コロナ前からリスケ中だと信保が厳しい

6月12日、政府による第2次補正予算が成立しました。

中小企業の資金繰り支援メニューとして主なものは、
・持続化給付金
・雇用調整助成金
・家賃支援給付金
といった給付金と、政府系と民間金融機関による実質無利子・無担保融資の2つになるでしょう。

持続化給付金は、1ヶ月以上待たされ対応が遅いと報道されましたが、当社が関与している先ではすべて申請してから2週間程度で振り込まれています。

ただ、雇用調整助成金はシステムトラブルや申請の煩雑さでやや遅れているようですし、家賃支援給付金はこれからです。そうなるとやはり融資に頼らなければなりません。

日本政策金融公庫や民間金融機関がコロナウイルス対応として始めた実質無利子・無担保融資は、依然として多数の申し込みがあります。

政府は、実質無利子・無担保融資の審査について、画一的な対応をしないよう金融機関には要請しています。もちろん、日本政策金融公庫、商工組合中央金庫、信用保証協会に対してもです。「融資(保証)審査に際しては、融資(保証)申込先の赤字や債務超過、貸出条件の変更といった形式的な事象のみで判断するのではなく、事業者の実情に応じて、最大限の配慮を行うこと」との文書を出し、対応を求めています。

確かに政府系金融機関はその要請に応じての対応を感じますが、(私だけかもしれませんが)信用保証協会については、通常の審査対応に近いと感じることがあります。

特にコロナウイルス発生前にリスケジュールをした企業は、この実質無利子・無担保融資を受けられない(受けにくい)のです。そう感じるあるいは経験した経営者や金融機関行職員もいらっしゃるのではないでしょうか。

民間金融機関から実質無利子・無担保融資を受けるには、信用保証協会の審査を通過する必要があるわけですが、リスケジュール中だと厳しいし、さらに経営改善の進捗状況が芳しくないとより困難になっているようです。

しかし、日本政策金融公庫はとりあえずリスケジュールのことは置いといて審査をしてくれる、というのが私の経験です。

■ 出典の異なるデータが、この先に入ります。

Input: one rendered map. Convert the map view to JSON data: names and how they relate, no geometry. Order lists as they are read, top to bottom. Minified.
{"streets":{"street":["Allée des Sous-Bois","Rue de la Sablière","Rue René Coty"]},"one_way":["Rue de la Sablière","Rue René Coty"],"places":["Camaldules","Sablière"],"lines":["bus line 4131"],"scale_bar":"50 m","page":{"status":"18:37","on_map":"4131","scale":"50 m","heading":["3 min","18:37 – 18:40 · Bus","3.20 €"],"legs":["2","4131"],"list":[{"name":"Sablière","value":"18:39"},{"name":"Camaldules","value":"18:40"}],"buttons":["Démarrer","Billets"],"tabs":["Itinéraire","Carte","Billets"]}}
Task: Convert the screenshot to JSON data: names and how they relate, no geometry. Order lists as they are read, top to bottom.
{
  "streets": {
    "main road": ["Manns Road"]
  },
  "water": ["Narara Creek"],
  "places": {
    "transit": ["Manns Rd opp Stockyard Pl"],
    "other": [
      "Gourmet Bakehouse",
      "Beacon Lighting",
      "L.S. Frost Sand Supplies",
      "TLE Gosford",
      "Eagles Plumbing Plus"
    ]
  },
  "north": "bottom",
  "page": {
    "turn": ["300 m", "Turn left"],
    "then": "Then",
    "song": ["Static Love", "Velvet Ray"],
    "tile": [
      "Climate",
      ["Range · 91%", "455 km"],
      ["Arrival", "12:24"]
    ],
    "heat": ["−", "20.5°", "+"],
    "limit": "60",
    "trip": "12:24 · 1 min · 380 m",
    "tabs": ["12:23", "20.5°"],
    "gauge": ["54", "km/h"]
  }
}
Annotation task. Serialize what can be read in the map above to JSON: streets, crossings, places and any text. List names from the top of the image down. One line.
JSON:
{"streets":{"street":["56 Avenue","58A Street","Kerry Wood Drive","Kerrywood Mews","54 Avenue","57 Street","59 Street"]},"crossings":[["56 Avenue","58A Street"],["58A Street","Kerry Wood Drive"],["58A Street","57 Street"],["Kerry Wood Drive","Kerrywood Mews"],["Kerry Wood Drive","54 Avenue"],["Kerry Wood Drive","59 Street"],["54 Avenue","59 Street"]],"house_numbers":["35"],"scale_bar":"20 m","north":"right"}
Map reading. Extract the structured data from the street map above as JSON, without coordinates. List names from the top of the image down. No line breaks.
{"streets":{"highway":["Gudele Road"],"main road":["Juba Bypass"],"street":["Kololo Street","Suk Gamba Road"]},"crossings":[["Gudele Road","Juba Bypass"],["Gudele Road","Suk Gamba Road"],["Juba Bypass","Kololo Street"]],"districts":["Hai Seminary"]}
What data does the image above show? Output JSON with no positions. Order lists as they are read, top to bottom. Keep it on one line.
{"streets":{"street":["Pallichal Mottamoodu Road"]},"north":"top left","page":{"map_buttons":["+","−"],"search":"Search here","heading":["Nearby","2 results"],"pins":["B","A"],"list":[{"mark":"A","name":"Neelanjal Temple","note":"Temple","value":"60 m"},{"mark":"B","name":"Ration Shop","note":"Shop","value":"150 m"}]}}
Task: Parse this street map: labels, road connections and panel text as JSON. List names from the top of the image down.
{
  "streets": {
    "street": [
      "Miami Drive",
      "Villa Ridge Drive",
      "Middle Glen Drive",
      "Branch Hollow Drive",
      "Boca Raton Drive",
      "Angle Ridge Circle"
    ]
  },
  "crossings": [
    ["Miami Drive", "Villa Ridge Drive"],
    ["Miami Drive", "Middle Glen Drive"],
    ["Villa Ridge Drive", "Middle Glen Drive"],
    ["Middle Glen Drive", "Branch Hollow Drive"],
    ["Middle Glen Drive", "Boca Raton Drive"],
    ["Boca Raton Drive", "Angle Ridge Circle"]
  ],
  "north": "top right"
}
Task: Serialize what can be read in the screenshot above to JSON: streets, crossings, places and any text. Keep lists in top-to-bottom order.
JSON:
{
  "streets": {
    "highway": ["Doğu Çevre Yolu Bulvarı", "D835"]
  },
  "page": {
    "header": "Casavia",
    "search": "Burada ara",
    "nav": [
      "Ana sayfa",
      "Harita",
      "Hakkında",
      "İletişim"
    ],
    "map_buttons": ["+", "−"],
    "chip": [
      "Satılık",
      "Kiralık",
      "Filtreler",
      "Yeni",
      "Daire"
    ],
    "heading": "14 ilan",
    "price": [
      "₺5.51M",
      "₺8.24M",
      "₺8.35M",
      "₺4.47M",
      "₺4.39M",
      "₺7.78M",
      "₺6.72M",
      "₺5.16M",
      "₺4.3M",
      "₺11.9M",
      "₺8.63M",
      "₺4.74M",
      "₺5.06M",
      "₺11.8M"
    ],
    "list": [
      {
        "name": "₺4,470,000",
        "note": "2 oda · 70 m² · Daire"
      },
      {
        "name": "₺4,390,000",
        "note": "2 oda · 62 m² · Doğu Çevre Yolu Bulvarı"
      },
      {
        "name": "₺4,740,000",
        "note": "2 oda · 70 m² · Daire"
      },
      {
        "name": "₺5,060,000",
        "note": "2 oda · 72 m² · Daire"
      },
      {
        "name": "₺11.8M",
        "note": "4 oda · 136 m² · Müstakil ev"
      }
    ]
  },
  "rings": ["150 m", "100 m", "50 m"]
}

確かにコロナ感染拡大によって業績が悪化したのなら、落ち着いたら改善すると考えられますし、コロナ前から業績が悪いのでは経営改善が難しいと判断する考えも理解はできます。ただ、リスケ中というだけで門前払いではなく、信用保証協会にはもう少し支援をしてもらいたいですね。

もちろん私が経験した範囲の話です。信用保証協会は全国にありますし対応は異なるでしょう。「当社も厳しかった」逆に「うちは優しい対応をしてくれた」など様々でしょうが、全体的にはやや厳しいようです。

リスケジュール中の中小企業は政府系金融機関をメインに考え、それが難しいのであれば、信用保証協会が少しでも前向きになるよう、求められていない経営資料であっても作成し提出しましょう。